_TASK DESCRIPTION_:
Leaving the pictures aside, restate all of the data exactly.

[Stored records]
- - - - -

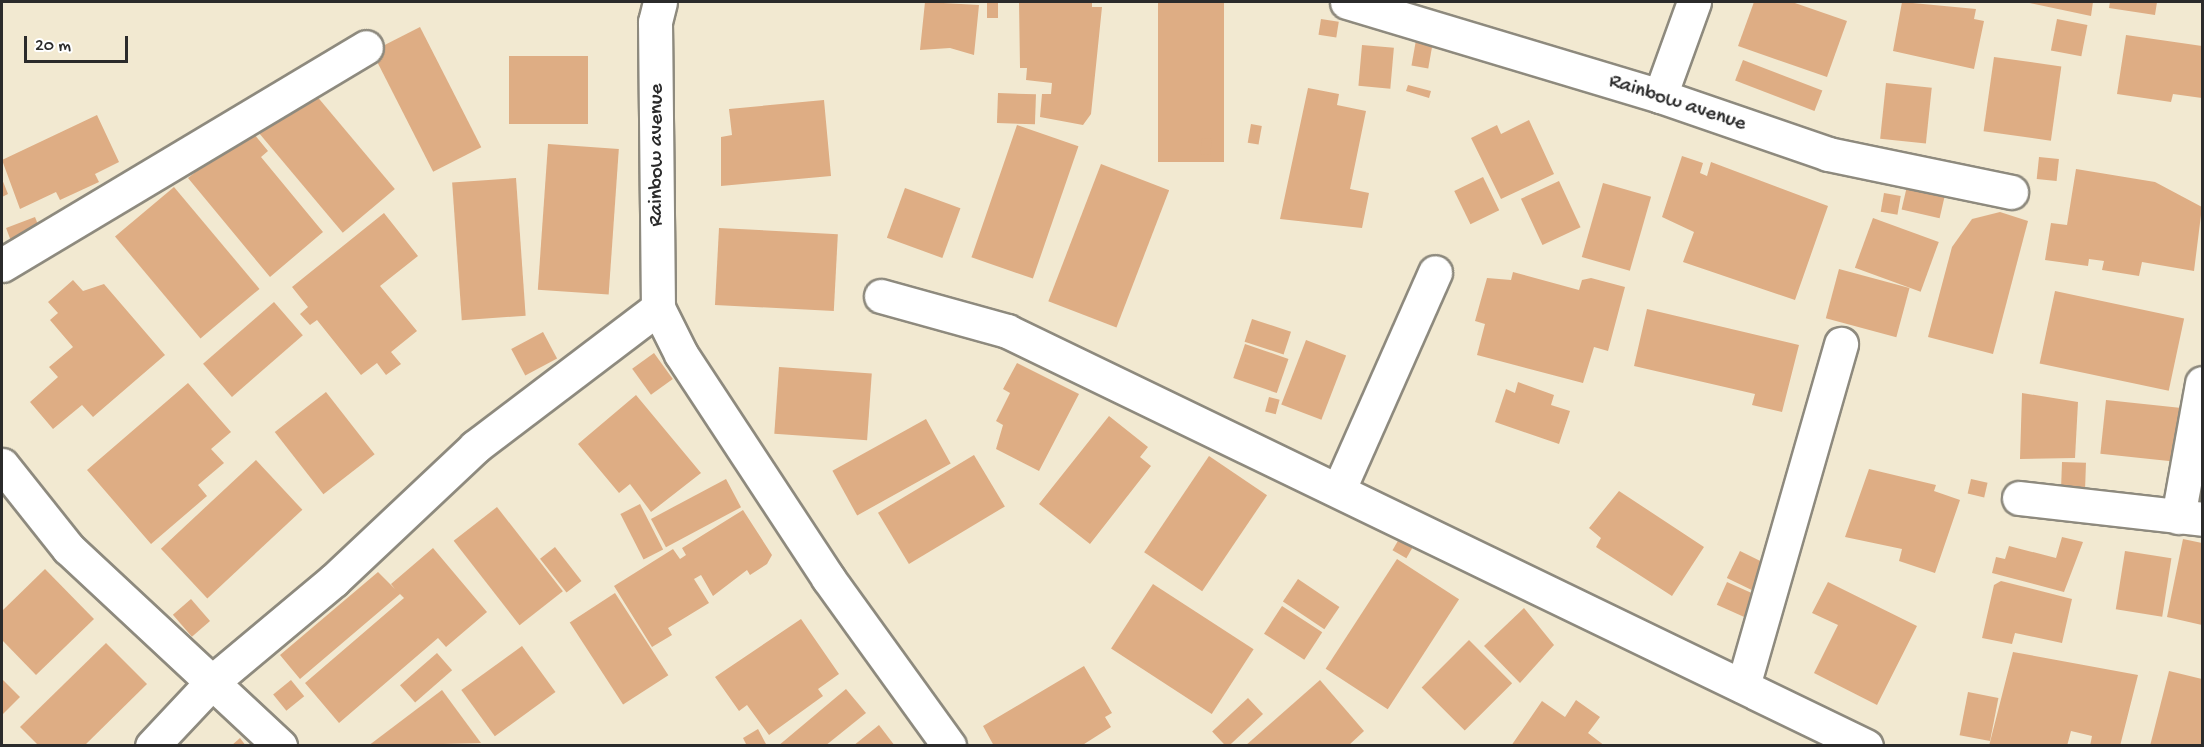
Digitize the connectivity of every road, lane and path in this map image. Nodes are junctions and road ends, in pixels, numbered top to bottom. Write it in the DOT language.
graph roads {
  1 [pos="660,2"];
  2 [pos="1347,2"];
  3 [pos="1694,2"];
  4 [pos="366,47"];
  5 [pos="1660,96"];
  6 [pos="2011,192"];
  7 [pos="2,265"];
  8 [pos="1436,272"];
  9 [pos="881,296"];
  10 [pos="658,308"];
  11 [pos="1841,344"];
  12 [pos="2202,383"];
  13 [pos="2,465"];
  14 [pos="1339,489"];
  15 [pos="2019,498"];
  16 [pos="2190,518"];
  17 [pos="212,682"];
  18 [pos="1743,686"];
  19 [pos="152,746"];
  20 [pos="280,746"];
  21 [pos="949,746"];
  22 [pos="1866,746"];
  1 -- 10 [label="street, Rainbow avenue"];
  2 -- 5 [label="street, Rainbow avenue"];
  3 -- 5 [label="street"];
  4 -- 7 [label="street"];
  5 -- 6 [label="street, Rainbow avenue"];
  8 -- 14 [label="street"];
  9 -- 14 [label="street"];
  10 -- 17 [label="street"];
  10 -- 21 [label="street"];
  11 -- 18 [label="street"];
  12 -- 16 [label="street"];
  13 -- 17 [label="street"];
  14 -- 18 [label="street"];
  15 -- 16 [label="street"];
  17 -- 19 [label="street"];
  17 -- 20 [label="street"];
  18 -- 22 [label="street"];
}
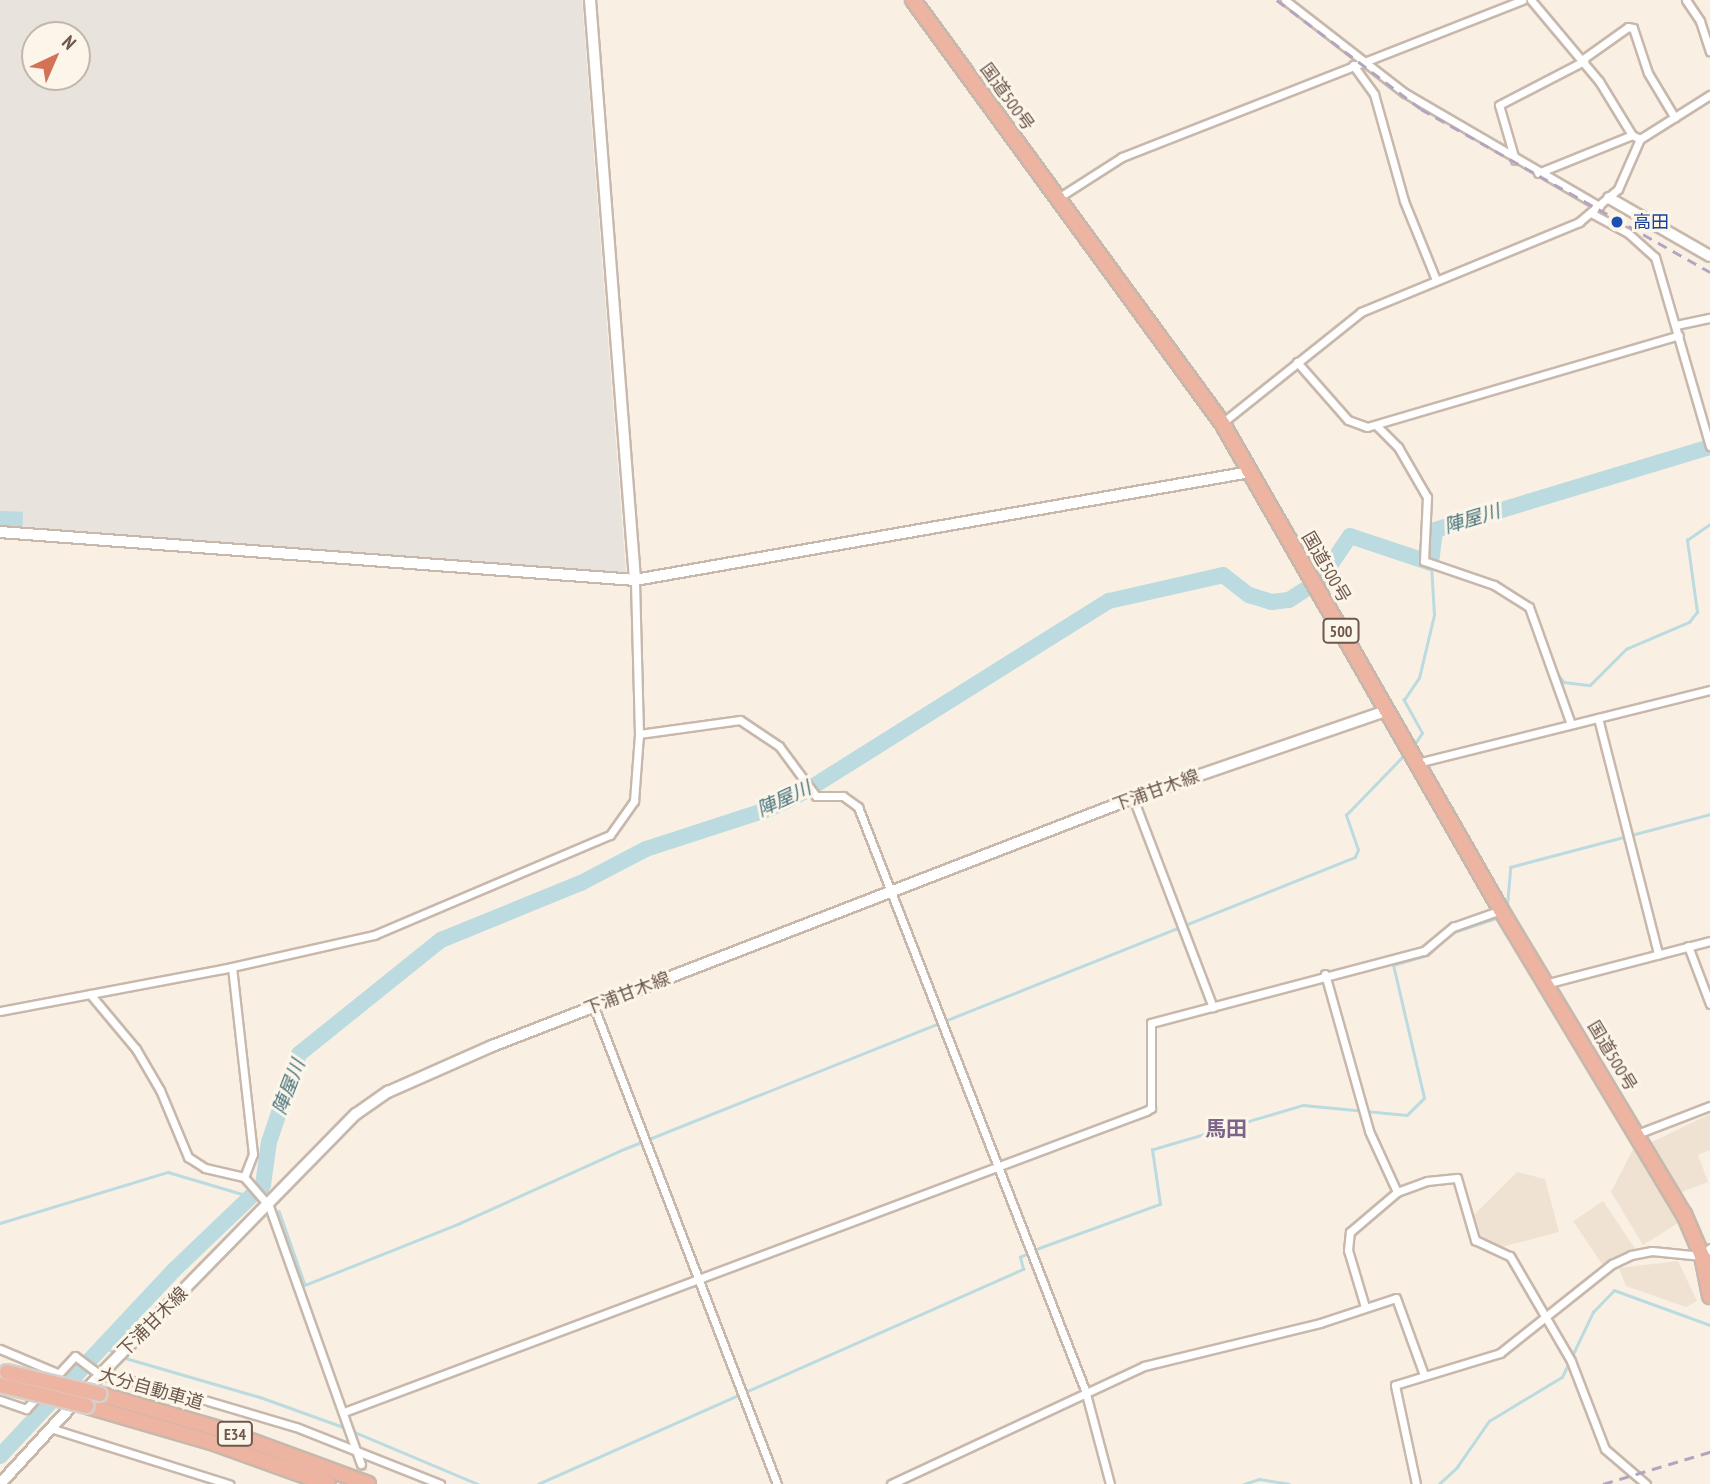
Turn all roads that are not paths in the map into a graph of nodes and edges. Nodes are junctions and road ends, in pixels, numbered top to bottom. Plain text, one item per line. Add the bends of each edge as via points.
1 (590, 0) edge
2 (913, 0) edge
3 (1286, 0) edge
4 (1522, 0) edge
5 (1533, 0) edge
6 (1686, 0) edge
7 (1710, 51) edge
8 (1583, 60) junction
9 (1357, 63) junction
10 (1710, 95) edge
11 (1675, 118) junction
12 (1632, 135) junction
13 (1640, 139) junction
14 (1514, 160) junction
15 (1538, 173) junction
16 (1057, 198) junction
17 (1609, 198) junction
18 (1599, 206) junction
19 (1591, 213) junction
20 (1710, 256) edge
21 (1436, 281) junction
22 (1710, 318) edge
23 (1676, 325) junction
24 (1679, 335) junction
25 (1297, 362) junction
26 (1222, 423) junction
27 (1377, 426) junction
28 (1710, 446) edge
29 (1250, 472) junction
30 (0, 532) edge
31 (635, 580) junction
32 (1710, 690) edge
33 (1386, 710) junction
34 (1598, 718) junction
35 (1570, 724) junction
36 (639, 734) junction
37 (1417, 763) junction
38 (1133, 798) junction
39 (895, 892) junction
40 (1501, 910) junction
41 (1710, 941) edge
42 (1688, 946) junction
43 (1658, 954) junction
44 (232, 967) junction
45 (1325, 974) junction
46 (1545, 984) junction
47 (90, 994) junction
48 (1710, 1004) edge
49 (594, 1007) junction
50 (1213, 1007) junction
51 (0, 1011) edge
52 (1710, 1106) edge
53 (1637, 1134) junction
54 (1000, 1166) junction
55 (244, 1177) junction
56 (1397, 1192) junction
57 (267, 1203) junction
58 (1707, 1255) edge
59 (699, 1280) junction
60 (1710, 1296) edge
61 (1366, 1307) junction
62 (1546, 1320) junction
63 (0, 1349) edge
64 (4, 1371) edge
65 (57, 1373) junction
66 (100, 1375) junction
67 (1424, 1375) junction
68 (0, 1385) edge
69 (1085, 1390) junction
70 (0, 1400) edge
71 (344, 1412) junction
72 (50, 1428) junction
73 (357, 1450) junction
74 (361, 1464) tunnel mouth
75 (0, 1484) edge
76 (229, 1484) edge
77 (328, 1484) edge
78 (368, 1484) edge
79 (440, 1484) edge
80 (777, 1484) edge
81 (891, 1484) edge
82 (1110, 1484) edge
83 (1416, 1484) edge
84 (1646, 1484) edge

1 - 31 street
2 - 16 highway, 国道500号 / 500
3 - 9 street
4 - 9 street
5 - 8 street
6 - 7 street via 1700,21
8 - 11 street via 1628,27 1633,28 1648,73
8 - 12 street
8 - 14 street via 1499,106
9 - 14 street
9 - 16 street via 1122,157
9 - 21 street via 1374,94 1404,201
10 - 11 street
11 - 13 street
12 - 13 street
12 - 15 street
13 - 17 street
14 - 15 street
15 - 18 street
16 - 26 highway, 国道500号 / 500
17 - 18 street
17 - 20 street
18 - 19 street
19 - 21 street via 1564,230
19 - 23 street via 1628,233 1655,257
21 - 25 street via 1362,312
22 - 23 street
23 - 24 street
24 - 27 street via 1387,418
24 - 28 street
25 - 26 street
25 - 27 street via 1348,420
26 - 29 highway, 国道500号 / 500
27 - 35 street via 1398,447 1427,498 1423,561 1494,585 1529,607
29 - 31 street
29 - 33 highway, 国道500号 / 500
30 - 31 street
31 - 36 street
32 - 34 street
33 - 37 highway, 国道500号 / 500
33 - 38 street, 下浦甘木線
34 - 35 street
34 - 43 street
35 - 37 street
36 - 39 street via 740,720 779,746 816,796 843,796 855,802
36 - 44 street via 634,800 610,835 374,935
37 - 40 highway, 国道500号 / 500
38 - 39 street, 下浦甘木線
38 - 50 street
39 - 49 street, 下浦甘木線
39 - 54 street
40 - 45 street via 1453,926 1424,951
40 - 46 highway, 国道500号 / 500
41 - 42 street
42 - 43 street
42 - 48 street
43 - 46 street
44 - 47 street
44 - 55 street via 253,1154
45 - 50 street
45 - 56 street via 1369,1131
46 - 53 highway, 国道500号 / 500
47 - 51 street
47 - 55 street via 136,1049 160,1090 188,1157 205,1168
49 - 57 street, 下浦甘木線 via 388,1091 356,1114
49 - 59 street
50 - 54 street via 1148,1027 1151,1108
52 - 53 street
53 - 58 highway, 国道500号 / 500
54 - 59 street
54 - 69 street
55 - 57 street
56 - 61 street via 1347,1238
56 - 62 street via 1427,1181 1457,1178 1475,1240 1510,1256
57 - 66 street, 下浦甘木線
57 - 71 street
58 - 60 highway, 国道500号 / 500
58 - 62 street via 1652,1251 1631,1255 1612,1264
59 - 71 street
59 - 80 street
61 - 67 street via 1396,1297
61 - 69 street via 1321,1323 1144,1366
62 - 67 street via 1500,1353
62 - 84 street via 1571,1361 1605,1448
63 - 65 street
64 - 78 highway, 大分自動車道 / E34, bridge via 216,1428
65 - 66 street via 75,1356
65 - 70 street via 26,1409
66 - 72 street, 下浦甘木線
66 - 73 street via 222,1403
67 - 83 street via 1395,1385
68 - 77 highway, 大分自動車道 / E34, bridge via 211,1442
69 - 81 street
69 - 82 street
71 - 73 street
72 - 75 street, 下浦甘木線
72 - 76 street
73 - 74 street
73 - 79 street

- - - - -

_EXERCISE OUTPUT_:
Digitize the connectivity of every road, lane and path in this map image. Nodes are junctions and road ends, in pixels, numbered top to bottom. Write it in the DOT language.
graph roads {
  1 [pos="660,2"];
  2 [pos="1347,2"];
  3 [pos="1694,2"];
  4 [pos="366,47"];
  5 [pos="1660,96"];
  6 [pos="2011,192"];
  7 [pos="2,265"];
  8 [pos="1436,272"];
  9 [pos="881,296"];
  10 [pos="658,308"];
  11 [pos="1841,344"];
  12 [pos="2202,383"];
  13 [pos="2,465"];
  14 [pos="1339,489"];
  15 [pos="2019,498"];
  16 [pos="2190,518"];
  17 [pos="212,682"];
  18 [pos="1743,686"];
  19 [pos="152,746"];
  20 [pos="280,746"];
  21 [pos="949,746"];
  22 [pos="1866,746"];
  1 -- 10 [label="street, Rainbow avenue"];
  2 -- 5 [label="street, Rainbow avenue"];
  3 -- 5 [label="street"];
  4 -- 7 [label="street"];
  5 -- 6 [label="street, Rainbow avenue"];
  8 -- 14 [label="street"];
  9 -- 14 [label="street"];
  10 -- 17 [label="street"];
  10 -- 21 [label="street"];
  11 -- 18 [label="street"];
  12 -- 16 [label="street"];
  13 -- 17 [label="street"];
  14 -- 18 [label="street"];
  15 -- 16 [label="street"];
  17 -- 19 [label="street"];
  17 -- 20 [label="street"];
  18 -- 22 [label="street"];
}
Turn all roads that are not paths in the map into a graph of nodes and edges. Nodes are junctions and road ends, in pixels, numbered top to bottom. Plain text, one item per line. Add the bends of each edge as via points.
1 (590, 0) edge
2 (913, 0) edge
3 (1286, 0) edge
4 (1522, 0) edge
5 (1533, 0) edge
6 (1686, 0) edge
7 (1710, 51) edge
8 (1583, 60) junction
9 (1357, 63) junction
10 (1710, 95) edge
11 (1675, 118) junction
12 (1632, 135) junction
13 (1640, 139) junction
14 (1514, 160) junction
15 (1538, 173) junction
16 (1057, 198) junction
17 (1609, 198) junction
18 (1599, 206) junction
19 (1591, 213) junction
20 (1710, 256) edge
21 (1436, 281) junction
22 (1710, 318) edge
23 (1676, 325) junction
24 (1679, 335) junction
25 (1297, 362) junction
26 (1222, 423) junction
27 (1377, 426) junction
28 (1710, 446) edge
29 (1250, 472) junction
30 (0, 532) edge
31 (635, 580) junction
32 (1710, 690) edge
33 (1386, 710) junction
34 (1598, 718) junction
35 (1570, 724) junction
36 (639, 734) junction
37 (1417, 763) junction
38 (1133, 798) junction
39 (895, 892) junction
40 (1501, 910) junction
41 (1710, 941) edge
42 (1688, 946) junction
43 (1658, 954) junction
44 (232, 967) junction
45 (1325, 974) junction
46 (1545, 984) junction
47 (90, 994) junction
48 (1710, 1004) edge
49 (594, 1007) junction
50 (1213, 1007) junction
51 (0, 1011) edge
52 (1710, 1106) edge
53 (1637, 1134) junction
54 (1000, 1166) junction
55 (244, 1177) junction
56 (1397, 1192) junction
57 (267, 1203) junction
58 (1707, 1255) edge
59 (699, 1280) junction
60 (1710, 1296) edge
61 (1366, 1307) junction
62 (1546, 1320) junction
63 (0, 1349) edge
64 (4, 1371) edge
65 (57, 1373) junction
66 (100, 1375) junction
67 (1424, 1375) junction
68 (0, 1385) edge
69 (1085, 1390) junction
70 (0, 1400) edge
71 (344, 1412) junction
72 (50, 1428) junction
73 (357, 1450) junction
74 (361, 1464) tunnel mouth
75 (0, 1484) edge
76 (229, 1484) edge
77 (328, 1484) edge
78 (368, 1484) edge
79 (440, 1484) edge
80 (777, 1484) edge
81 (891, 1484) edge
82 (1110, 1484) edge
83 (1416, 1484) edge
84 (1646, 1484) edge

1 - 31 street
2 - 16 highway, 国道500号 / 500
3 - 9 street
4 - 9 street
5 - 8 street
6 - 7 street via 1700,21
8 - 11 street via 1628,27 1633,28 1648,73
8 - 12 street
8 - 14 street via 1499,106
9 - 14 street
9 - 16 street via 1122,157
9 - 21 street via 1374,94 1404,201
10 - 11 street
11 - 13 street
12 - 13 street
12 - 15 street
13 - 17 street
14 - 15 street
15 - 18 street
16 - 26 highway, 国道500号 / 500
17 - 18 street
17 - 20 street
18 - 19 street
19 - 21 street via 1564,230
19 - 23 street via 1628,233 1655,257
21 - 25 street via 1362,312
22 - 23 street
23 - 24 street
24 - 27 street via 1387,418
24 - 28 street
25 - 26 street
25 - 27 street via 1348,420
26 - 29 highway, 国道500号 / 500
27 - 35 street via 1398,447 1427,498 1423,561 1494,585 1529,607
29 - 31 street
29 - 33 highway, 国道500号 / 500
30 - 31 street
31 - 36 street
32 - 34 street
33 - 37 highway, 国道500号 / 500
33 - 38 street, 下浦甘木線
34 - 35 street
34 - 43 street
35 - 37 street
36 - 39 street via 740,720 779,746 816,796 843,796 855,802
36 - 44 street via 634,800 610,835 374,935
37 - 40 highway, 国道500号 / 500
38 - 39 street, 下浦甘木線
38 - 50 street
39 - 49 street, 下浦甘木線
39 - 54 street
40 - 45 street via 1453,926 1424,951
40 - 46 highway, 国道500号 / 500
41 - 42 street
42 - 43 street
42 - 48 street
43 - 46 street
44 - 47 street
44 - 55 street via 253,1154
45 - 50 street
45 - 56 street via 1369,1131
46 - 53 highway, 国道500号 / 500
47 - 51 street
47 - 55 street via 136,1049 160,1090 188,1157 205,1168
49 - 57 street, 下浦甘木線 via 388,1091 356,1114
49 - 59 street
50 - 54 street via 1148,1027 1151,1108
52 - 53 street
53 - 58 highway, 国道500号 / 500
54 - 59 street
54 - 69 street
55 - 57 street
56 - 61 street via 1347,1238
56 - 62 street via 1427,1181 1457,1178 1475,1240 1510,1256
57 - 66 street, 下浦甘木線
57 - 71 street
58 - 60 highway, 国道500号 / 500
58 - 62 street via 1652,1251 1631,1255 1612,1264
59 - 71 street
59 - 80 street
61 - 67 street via 1396,1297
61 - 69 street via 1321,1323 1144,1366
62 - 67 street via 1500,1353
62 - 84 street via 1571,1361 1605,1448
63 - 65 street
64 - 78 highway, 大分自動車道 / E34, bridge via 216,1428
65 - 66 street via 75,1356
65 - 70 street via 26,1409
66 - 72 street, 下浦甘木線
66 - 73 street via 222,1403
67 - 83 street via 1395,1385
68 - 77 highway, 大分自動車道 / E34, bridge via 211,1442
69 - 81 street
69 - 82 street
71 - 73 street
72 - 75 street, 下浦甘木線
72 - 76 street
73 - 74 street
73 - 79 street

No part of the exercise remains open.